In the genome assembly of C. fascicularis, we assembled two complete haplotypes with a total size of 5.65 Gb, including two haplotypes (Fig. 2; Supplementary Tables 1 and 2). The scaffold N50 was 191.08 Mb, indicating good continuity. The N50 of the contigs reached 115.51 Mb, with 57 gaps, and these contigs were anchored to 30 pseudochromosomes, with an anchoring rate of 99.67%. Additionally, the telomeric sequence (TTTAGGG)n was detected at the ends of the most chromosomes, and the 18S and 5S rDNA arrays were detected on chromosomes 7, 8, 11, and 13 (Fig. 4). All chromosomes contained a highly tandem repeat sequence (designated as cent2), with the unit sequence being AGAATTTACTGGGAATTTACTGAGTAATTTACTGAGAATTTACTG (Fig. 4). This sequence may be related to centromere function. Its sequence characteristics and distribution provide important clues for studying chromosome segregation mechanisms, centromere function, and chromosome evolution.

To further validate the assembly quality, the third-generation sequencing data (HiFi reads) and (Iso seq) were compared with the genome using bwa27 and minimap230, respectively (Supplementary Table 8). HiFi reads mapped to 99.64% of the assembly with ≥5 × coverage, ensuring minimal assembly gaps. The Hi-C interaction map showed a strong intrachromosomal interactive signal along the diagonal. The BUSCO (Benchmarking Universal Single-Copy Orthologs) assessment showed high completeness of the core genes (Supplementary Tables 9, and 10). A total of 99.13% of the core genes (including both single-copy and multi-copy genes) were successfully assembled, with a gene missing rate of 0.43%. Additionally, there were no significant heterozygous peaks in the BUSCO core single-copy and multi-copy gene regions, and their distribution was consistent (Fig. 3a,b). The Hi-C interaction heatmaps generated by Juicer show high resolution for each chromosome (Fig. 3c), with no obvious noise observed outside the diagonals, further supporting the quality of the assembly. Additionally, no anomalies were observed between each pair of homologous chromosomes (Fig. 3d), indicating no obvious switch errors.

Fig. 3
figure 3

Distribution of genome-wide (a) and BUSCO core gene regions (b) coverage depth evaluated using HiFi data; Hi-C interaction heatmaps for haplotypes A and B, depicting interactions for (c) reads with mapping quality of 0 or higher (including duplicates) and (d) mapping quality of 1 or higher (excluding duplicates). The color scale represents interaction intensity, with yellow signifying weak and red indicating strong interactions.

Fig. 4
figure 4

Profiles of repetitive sequence distribution across the chromosomes of C. fascicularis, highlighting telomeric TTTAGGG sequences, tandem repeats, 18S rDNA, and 5S rDNA. The vertical scale denotes the frequency of repetitive sequences in 20 kb segments. Black triangles signify the positions of gaps.

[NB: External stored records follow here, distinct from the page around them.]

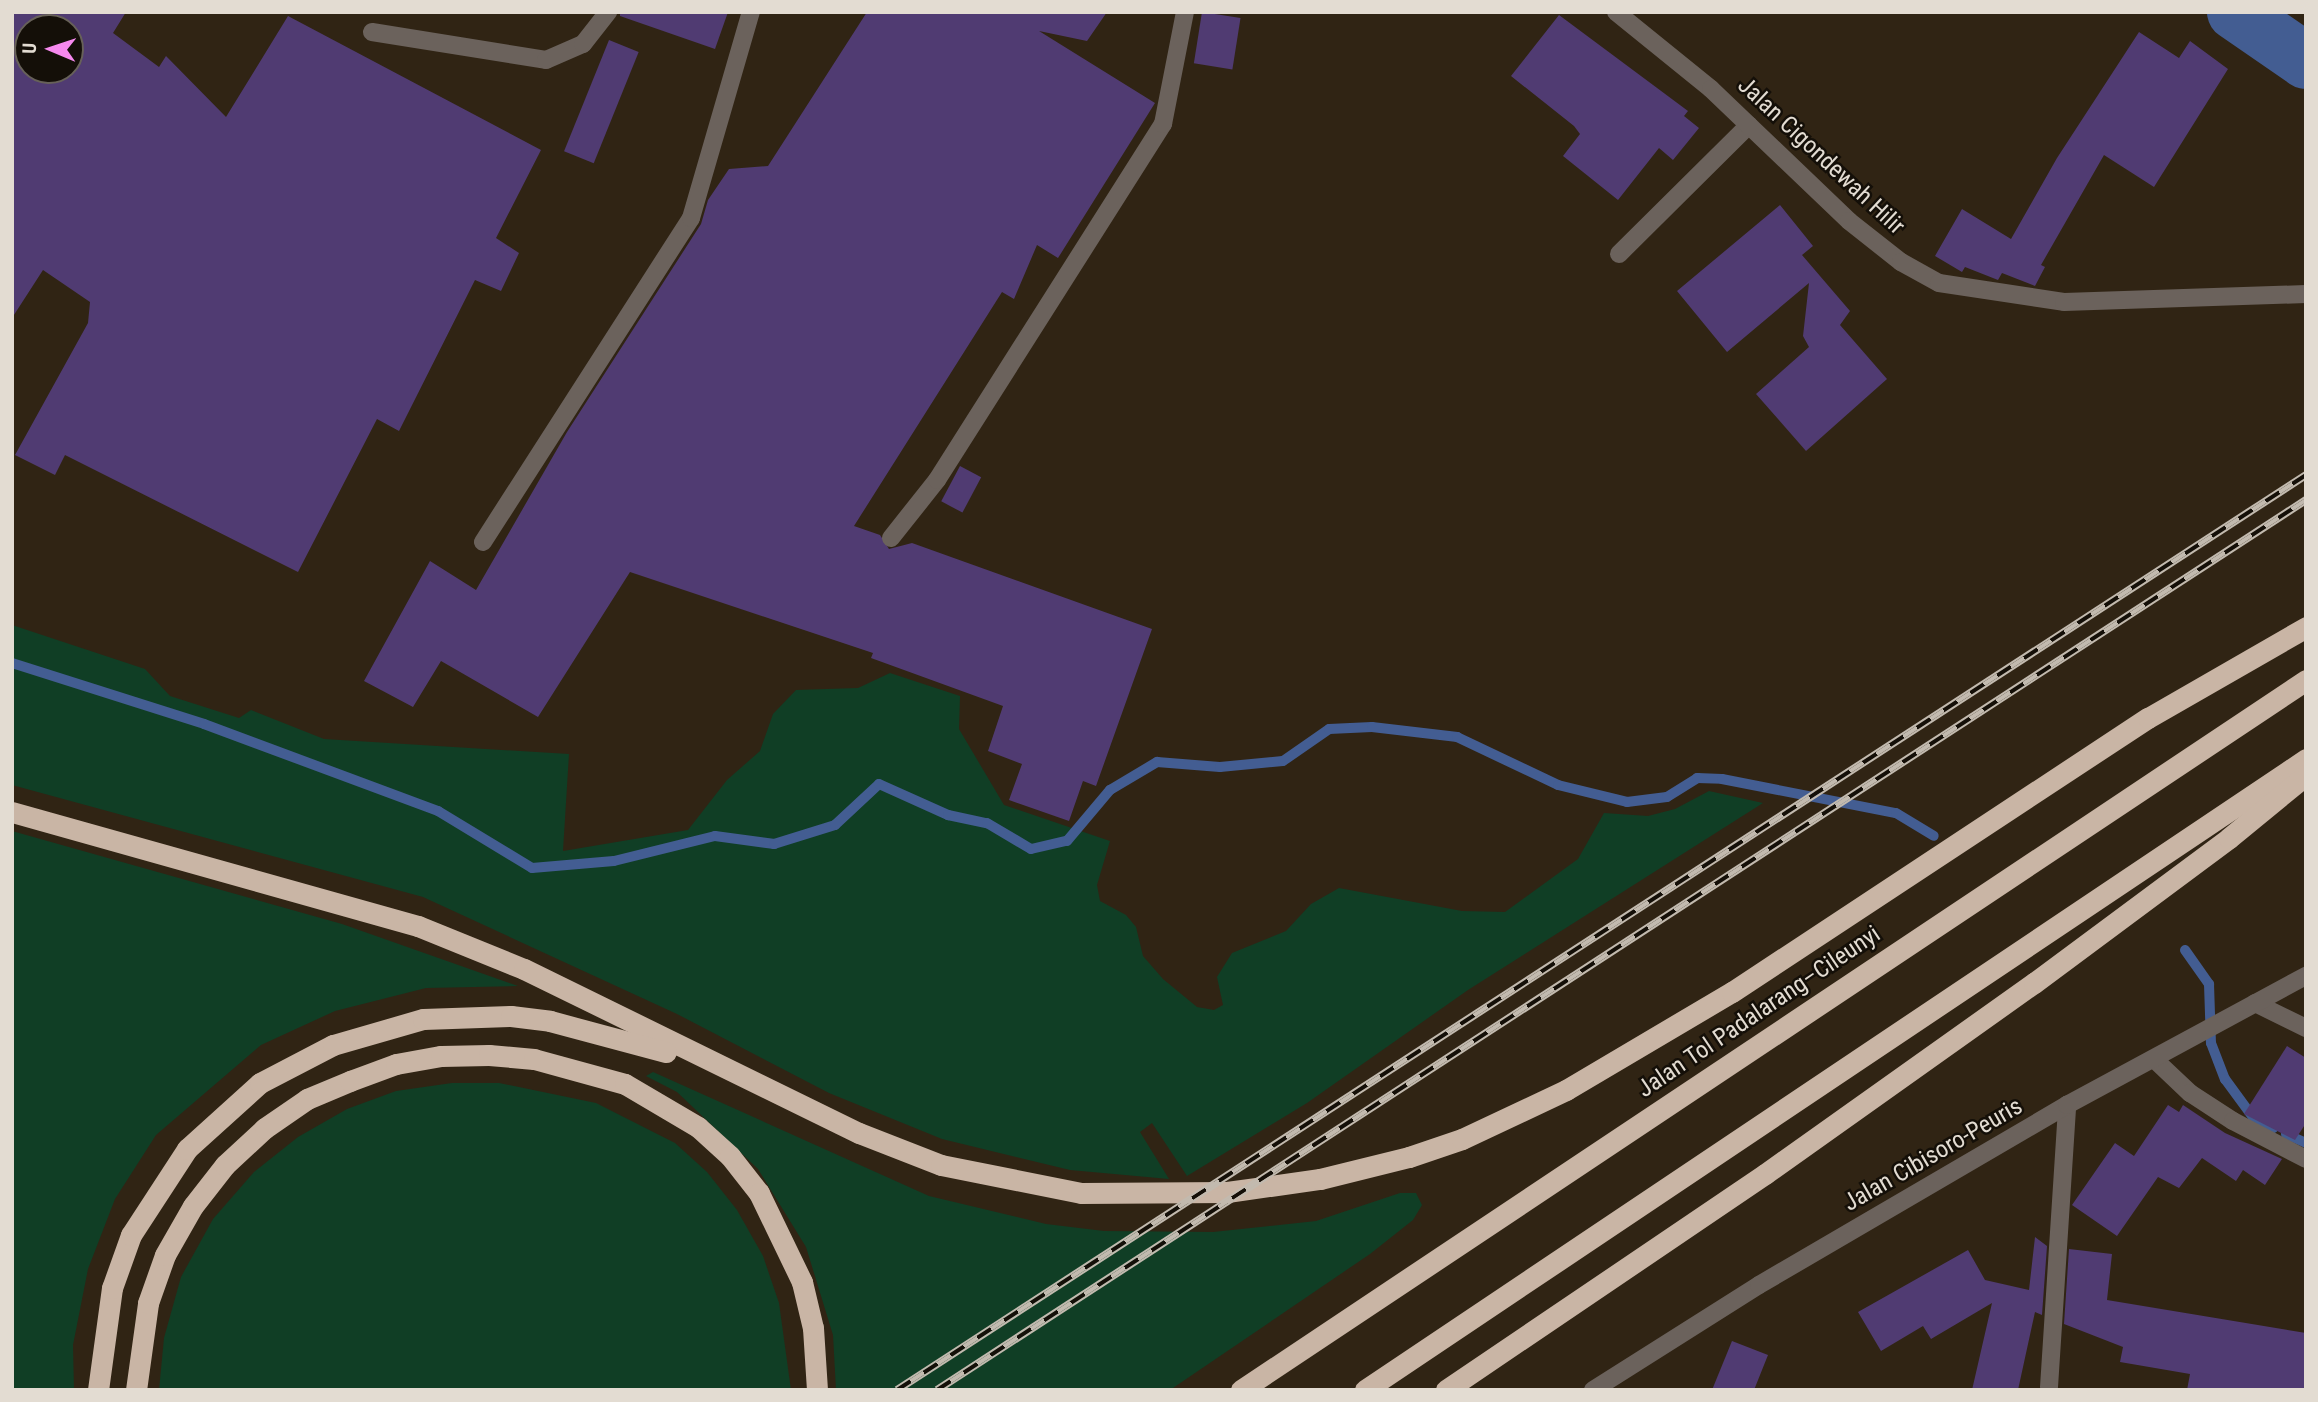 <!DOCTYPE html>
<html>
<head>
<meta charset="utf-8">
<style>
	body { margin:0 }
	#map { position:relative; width:2318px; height:1402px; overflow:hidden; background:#302414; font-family:"Roboto Condensed",sans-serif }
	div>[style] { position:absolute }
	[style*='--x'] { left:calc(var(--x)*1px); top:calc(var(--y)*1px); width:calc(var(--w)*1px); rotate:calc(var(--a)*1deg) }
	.green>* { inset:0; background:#103e25 }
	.stream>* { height:10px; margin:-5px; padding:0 5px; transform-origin:5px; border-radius:5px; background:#435d92 }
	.river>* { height:56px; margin:-28px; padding:0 28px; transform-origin:28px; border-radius:28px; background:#435d92 }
	.building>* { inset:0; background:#503b72; transform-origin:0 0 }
	.service>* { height:18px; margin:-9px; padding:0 9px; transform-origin:9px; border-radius:9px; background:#6b625c }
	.minor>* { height:18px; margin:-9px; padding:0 9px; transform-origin:9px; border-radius:9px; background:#6b625c }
	.tertiary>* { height:18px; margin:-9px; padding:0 9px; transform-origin:9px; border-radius:9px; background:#6b625c }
	.motorway>* { height:21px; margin:-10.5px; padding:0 10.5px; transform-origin:10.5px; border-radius:10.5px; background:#c9b5a5 }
	.rail>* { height:8px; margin-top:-4px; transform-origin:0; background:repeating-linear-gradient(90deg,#140f08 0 16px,#c2baaf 0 32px); box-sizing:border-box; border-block:2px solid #c2baaf }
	span { translate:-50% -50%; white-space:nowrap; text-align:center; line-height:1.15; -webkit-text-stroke:5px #140f08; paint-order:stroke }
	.street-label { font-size:24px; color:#e3dcd2 }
	.frame { position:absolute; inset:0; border:14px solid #e3dcd2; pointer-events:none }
	.north { position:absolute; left:14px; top:14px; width:70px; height:70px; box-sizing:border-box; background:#140f08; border:2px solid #676159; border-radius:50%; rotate:272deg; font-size:19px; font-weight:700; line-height:28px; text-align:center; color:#e3dcd2 }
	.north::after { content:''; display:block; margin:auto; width:24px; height:32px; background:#f689ee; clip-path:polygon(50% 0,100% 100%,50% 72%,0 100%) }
</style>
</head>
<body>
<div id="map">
	<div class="green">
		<i style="clip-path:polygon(12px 625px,145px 669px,170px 696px,239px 718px,251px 710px,324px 739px,569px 754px,563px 851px,688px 830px,727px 780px,760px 751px,773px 714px,796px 690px,858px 688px,890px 673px,960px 696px,959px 729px,1004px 805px,1110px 841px,1097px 885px,1100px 901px,1126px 915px,1136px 927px,1143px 956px,1163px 979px,1197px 1007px,1214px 1010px,1223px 1005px,1217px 977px,1232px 953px,1286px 931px,1311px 904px,1339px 888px,1462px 911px,1505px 912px,1578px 859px,1604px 813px,1648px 816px,1675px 809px,1709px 791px,1763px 803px,1468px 990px,1307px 1103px,1187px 1176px,1152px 1123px,1140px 1132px,1169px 1179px,1070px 1170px,942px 1139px,829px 1093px,677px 1014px,423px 897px,12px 785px)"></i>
		<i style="clip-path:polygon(12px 831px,342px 924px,518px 986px,426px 988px,335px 1011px,261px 1045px,156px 1135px,115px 1199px,88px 1269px,73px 1345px,74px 1390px,12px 1388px)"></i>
		<i style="clip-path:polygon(653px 1072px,929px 1196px,1046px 1224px,1104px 1231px,1213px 1232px,1316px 1221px,1400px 1193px,1416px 1193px,1422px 1205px,1413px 1220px,1370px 1254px,1170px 1390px,836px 1390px,833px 1335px,806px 1247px,758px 1169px,677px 1092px,646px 1076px)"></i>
		<i style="clip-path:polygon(452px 1083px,499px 1083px,596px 1103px,675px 1143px,707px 1172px,737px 1210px,763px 1256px,779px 1303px,791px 1390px,159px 1390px,164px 1338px,181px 1277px,213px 1219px,254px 1172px,298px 1137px,347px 1109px,396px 1091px)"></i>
	</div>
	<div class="stream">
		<i style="--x:12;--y:663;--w:201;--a:17.6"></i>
		<i style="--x:204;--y:724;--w:250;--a:20.4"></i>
		<i style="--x:438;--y:811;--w:110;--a:31.2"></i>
		<i style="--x:532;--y:868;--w:82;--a:-4.9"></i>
		<i style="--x:614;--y:861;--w:104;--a:-13.9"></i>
		<i style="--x:715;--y:836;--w:60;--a:7.7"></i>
		<i style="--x:774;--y:844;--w:64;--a:-17.3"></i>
		<i style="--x:835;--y:825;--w:60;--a:-43"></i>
		<i style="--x:879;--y:784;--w:76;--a:24.2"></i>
		<i style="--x:948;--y:815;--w:40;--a:12"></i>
		<i style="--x:987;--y:823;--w:51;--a:30.6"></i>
		<i style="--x:1031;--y:849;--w:37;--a:-13"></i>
		<i style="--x:1067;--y:841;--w:67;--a:-49.9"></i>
		<i style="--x:1110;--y:790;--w:55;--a:-30.8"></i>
		<i style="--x:1157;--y:762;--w:63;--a:4.5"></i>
		<i style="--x:1220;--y:767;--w:63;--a:-5.4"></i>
		<i style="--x:1283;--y:761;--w:56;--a:-34.8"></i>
		<i style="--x:1329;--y:729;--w:43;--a:-2.7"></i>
		<i style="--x:1372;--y:727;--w:86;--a:6.7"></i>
		<i style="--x:1457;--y:737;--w:112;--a:25.4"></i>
		<i style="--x:1558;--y:785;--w:71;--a:13.8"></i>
		<i style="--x:1627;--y:802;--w:40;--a:-7.1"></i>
		<i style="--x:1667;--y:797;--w:36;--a:-32"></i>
		<i style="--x:1697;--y:778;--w:25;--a:2"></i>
		<i style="--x:1722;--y:779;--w:177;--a:11.1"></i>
		<i style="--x:1896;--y:813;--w:44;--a:31.2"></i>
		<i style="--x:2185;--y:950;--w:42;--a:54.8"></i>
		<i style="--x:2209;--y:984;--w:59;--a:88.1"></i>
		<i style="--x:2211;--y:1043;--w:39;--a:69"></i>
		<i style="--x:2225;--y:1079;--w:51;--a:53.8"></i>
		<i style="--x:2255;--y:1120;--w:20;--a:24"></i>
		<i style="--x:2286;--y:1134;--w:22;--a:24"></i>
	</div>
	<div class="river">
		<i style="--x:2235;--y:12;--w:86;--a:34.6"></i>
	</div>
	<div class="building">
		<i style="clip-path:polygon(evenodd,12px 12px,126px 12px,113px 33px,159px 67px,166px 56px,226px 117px,288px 16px,541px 150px,496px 238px,519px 253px,501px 291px,475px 280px,399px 431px,377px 419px,298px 572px,65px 455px,55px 475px,15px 455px,88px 323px,90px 302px,43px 270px,12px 318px,12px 12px,28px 28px,70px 28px,70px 70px,28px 70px,28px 28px)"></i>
		<i style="clip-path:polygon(620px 12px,728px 12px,715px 49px,620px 16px)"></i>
		<i style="clip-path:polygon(867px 12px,1107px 12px,1087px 41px,1039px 31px,1155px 103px,1058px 258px,1037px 245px,1014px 299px,1002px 292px,854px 526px,880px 535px,889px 549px,912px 543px,1152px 629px,1096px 786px,1083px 781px,1069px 821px,1009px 800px,1022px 764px,988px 751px,1003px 706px,871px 658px,873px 653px,630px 572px,538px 717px,441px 661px,413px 707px,364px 681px,430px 561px,476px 590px,567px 432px,701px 224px,708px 200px,729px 169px,768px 166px)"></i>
		<i style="left:1202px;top:12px;width:39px;height:52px;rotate:9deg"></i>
		<i style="clip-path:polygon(1559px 15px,1688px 111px,1684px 116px,1699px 128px,1673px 160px,1659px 148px,1618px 200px,1563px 156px,1580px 134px,1574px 126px,1511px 76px)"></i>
		<i style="clip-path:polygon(2139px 32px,2179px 58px,2190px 41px,2228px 69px,2154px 187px,2104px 155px,2041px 265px,2045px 267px,2035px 286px,2002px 273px,1998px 280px,1965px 267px,1962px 272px,1935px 256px,1962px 209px,2011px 239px,2057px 158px)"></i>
		<i style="left:609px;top:40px;width:32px;height:120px;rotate:22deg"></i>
		<i style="clip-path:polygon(1780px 205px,1813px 246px,1802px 255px,1850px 311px,1840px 325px,1887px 379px,1806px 451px,1756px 394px,1809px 347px,1803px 336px,1809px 283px,1727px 352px,1677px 291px)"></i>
		<i style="left:960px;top:466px;width:24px;height:40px;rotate:28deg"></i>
		<i style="clip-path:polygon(2287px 1046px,2306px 1058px,2306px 1123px,2295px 1140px,2244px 1114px)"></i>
		<i style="clip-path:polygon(2168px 1105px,2179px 1112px,2183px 1105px,2225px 1133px,2282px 1159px,2265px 1185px,2243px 1170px,2236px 1181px,2202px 1158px,2179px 1188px,2158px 1177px,2117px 1236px,2072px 1205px,2115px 1143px,2134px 1156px)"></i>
		<i style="clip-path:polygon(2035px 1237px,2047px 1246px,2042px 1315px,2035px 1312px,2018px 1390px,1972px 1390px,1992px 1303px,1931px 1339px,1923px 1326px,1881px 1351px,1858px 1312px,1968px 1250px,1985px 1280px,2029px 1290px)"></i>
		<i style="clip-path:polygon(2069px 1249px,2112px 1254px,2107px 1300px,2306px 1333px,2306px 1390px,2187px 1390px,2190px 1374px,2120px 1362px,2123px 1347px,2064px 1324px)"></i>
		<i style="clip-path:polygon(1732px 1341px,1768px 1355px,1754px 1390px,1712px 1390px)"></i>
	</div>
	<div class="service">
		<i style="--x:372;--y:32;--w:176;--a:9.1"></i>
		<i style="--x:546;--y:60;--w:40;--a:-23.4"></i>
		<i style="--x:583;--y:44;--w:41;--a:-52"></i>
		<i style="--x:891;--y:538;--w:74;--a:-51.6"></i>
		<i style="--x:937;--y:480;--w:422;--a:-57.6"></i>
		<i style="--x:1163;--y:124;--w:114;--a:-78.9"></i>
		<i style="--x:483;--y:542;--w:385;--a:-57.3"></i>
		<i style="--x:691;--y:218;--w:215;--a:-73.8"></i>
		<i style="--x:2255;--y:1003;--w:57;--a:26.1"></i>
		<i style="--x:2154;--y:1059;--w:50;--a:43.4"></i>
		<i style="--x:2190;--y:1093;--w:51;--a:33.1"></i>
		<i style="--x:2233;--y:1121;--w:82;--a:27.5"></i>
		<i style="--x:2049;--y:1387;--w:283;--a:-86.3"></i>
	</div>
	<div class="minor">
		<i style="--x:1619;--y:254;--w:183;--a:-44.8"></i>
	</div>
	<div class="tertiary">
		<i style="--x:1616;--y:12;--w:122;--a:39"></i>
		<i style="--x:1711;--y:89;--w:191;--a:43.7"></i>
		<i style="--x:1849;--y:221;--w:66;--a:38.3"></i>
		<i style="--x:1901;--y:262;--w:43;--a:28.9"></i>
		<i style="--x:1939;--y:283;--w:126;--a:8.6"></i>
		<i style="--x:2064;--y:302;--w:242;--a:-1.9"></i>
		<i style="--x:1593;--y:1390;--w:196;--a:-32.3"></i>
		<i style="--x:1759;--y:1285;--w:357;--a:-30.3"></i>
		<i style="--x:2067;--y:1105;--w:272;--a:-28.4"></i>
	</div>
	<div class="motorway">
		<i style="--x:12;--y:812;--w:422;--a:15.7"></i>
		<i style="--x:418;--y:926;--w:114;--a:22.1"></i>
		<i style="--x:524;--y:969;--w:373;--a:26.1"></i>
		<i style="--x:859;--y:1133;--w:88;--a:21.3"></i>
		<i style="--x:941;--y:1165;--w:143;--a:11.3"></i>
		<i style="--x:1081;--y:1193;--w:146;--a:-0.4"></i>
		<i style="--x:1227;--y:1192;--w:94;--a:-8"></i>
		<i style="--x:1320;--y:1179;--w:92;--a:-13.9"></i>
		<i style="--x:1409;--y:1157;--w:56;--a:-18.8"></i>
		<i style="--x:1462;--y:1139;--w:115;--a:-25.2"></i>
		<i style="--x:1566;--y:1090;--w:193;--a:-30.6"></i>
		<i style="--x:1732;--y:992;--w:498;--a:-33.4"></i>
		<i style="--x:2148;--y:718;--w:182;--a:-29.9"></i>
		<i style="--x:98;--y:1390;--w:103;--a:-82.2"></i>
		<i style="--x:112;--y:1288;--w:56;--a:-70.3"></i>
		<i style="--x:131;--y:1235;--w:103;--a:-56.9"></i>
		<i style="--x:187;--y:1149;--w:98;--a:-42.1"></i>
		<i style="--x:260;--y:1083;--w:82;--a:-27.5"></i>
		<i style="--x:333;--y:1045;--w:94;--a:-16.1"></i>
		<i style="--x:423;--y:1019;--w:88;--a:-2"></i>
		<i style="--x:511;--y:1016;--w:39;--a:7"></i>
		<i style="--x:550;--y:1021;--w:120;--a:15"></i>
		<i style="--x:136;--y:1390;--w:88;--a:-82.1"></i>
		<i style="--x:148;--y:1303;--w:51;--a:-70.5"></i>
		<i style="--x:165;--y:1255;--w:56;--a:-60.3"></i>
		<i style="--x:193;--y:1206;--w:52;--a:-52"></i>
		<i style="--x:225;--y:1165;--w:54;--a:-42.8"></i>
		<i style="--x:265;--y:1128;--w:51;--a:-34.6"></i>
		<i style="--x:307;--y:1099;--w:47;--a:-22.7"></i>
		<i style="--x:350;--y:1081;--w:49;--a:-20.3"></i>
		<i style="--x:396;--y:1064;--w:46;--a:-10.1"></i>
		<i style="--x:441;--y:1056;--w:48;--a:-1.2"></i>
		<i style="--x:489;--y:1055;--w:45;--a:5.1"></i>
		<i style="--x:534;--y:1059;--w:94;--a:15.4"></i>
		<i style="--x:625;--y:1084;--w:85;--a:30.5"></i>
		<i style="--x:698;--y:1127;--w:43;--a:42.2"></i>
		<i style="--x:730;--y:1156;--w:47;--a:51.9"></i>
		<i style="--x:759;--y:1193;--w:99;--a:64.2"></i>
		<i style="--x:802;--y:1282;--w:47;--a:76.6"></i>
		<i style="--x:813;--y:1328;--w:62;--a:86.3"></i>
		<i style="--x:1241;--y:1390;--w:1280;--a:-33.69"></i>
		<i style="--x:1365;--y:1390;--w:1133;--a:-33.84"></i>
		<i style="--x:1446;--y:1390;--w:385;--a:-34.1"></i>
		<i style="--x:1765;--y:1174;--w:330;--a:-35.4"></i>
		<i style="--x:2034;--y:983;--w:243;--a:-36.6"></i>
		<i style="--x:2229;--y:838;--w:99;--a:-39.3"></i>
	</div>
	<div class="rail">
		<i style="--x:897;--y:1390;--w:1680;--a:-33"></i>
		<i style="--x:937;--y:1390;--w:1633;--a:-33.03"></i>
	</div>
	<div class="street-label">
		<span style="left:1821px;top:156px;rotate:43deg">Jalan Cigondewah Hilir</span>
		<span style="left:1759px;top:1012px;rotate:-34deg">Jalan Tol Padalarang–Cileunyi</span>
		<span style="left:1933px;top:1155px;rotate:-30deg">Jalan Cibisoro-Peuris</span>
	</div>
	<div class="frame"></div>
	<div class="north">U</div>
</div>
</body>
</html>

In this study, the assembled genome is characterized by minimal gaps, high telomere sequence integrity, elevated mapping rates, exceptional completeness, absence of redundancy, and high-resolution Hi-C interaction heatmaps, collectively demonstrating the superior quality of the genome assembly.

Evaluation of the gene annotation

The integrated annotation of proteins was evaluated using BUSCO, and the results are presented in Supplementary Tables 9, 10. The evaluation indicated that the complete core genes coverage was 99.44%, including 1.98% single-copy genes and 97.46% duplicated genes. The annotation was further characterized by a minimal presence of fragmented genes (0.31%) and missing genes (0.25%), collectively representing high-quality annotation.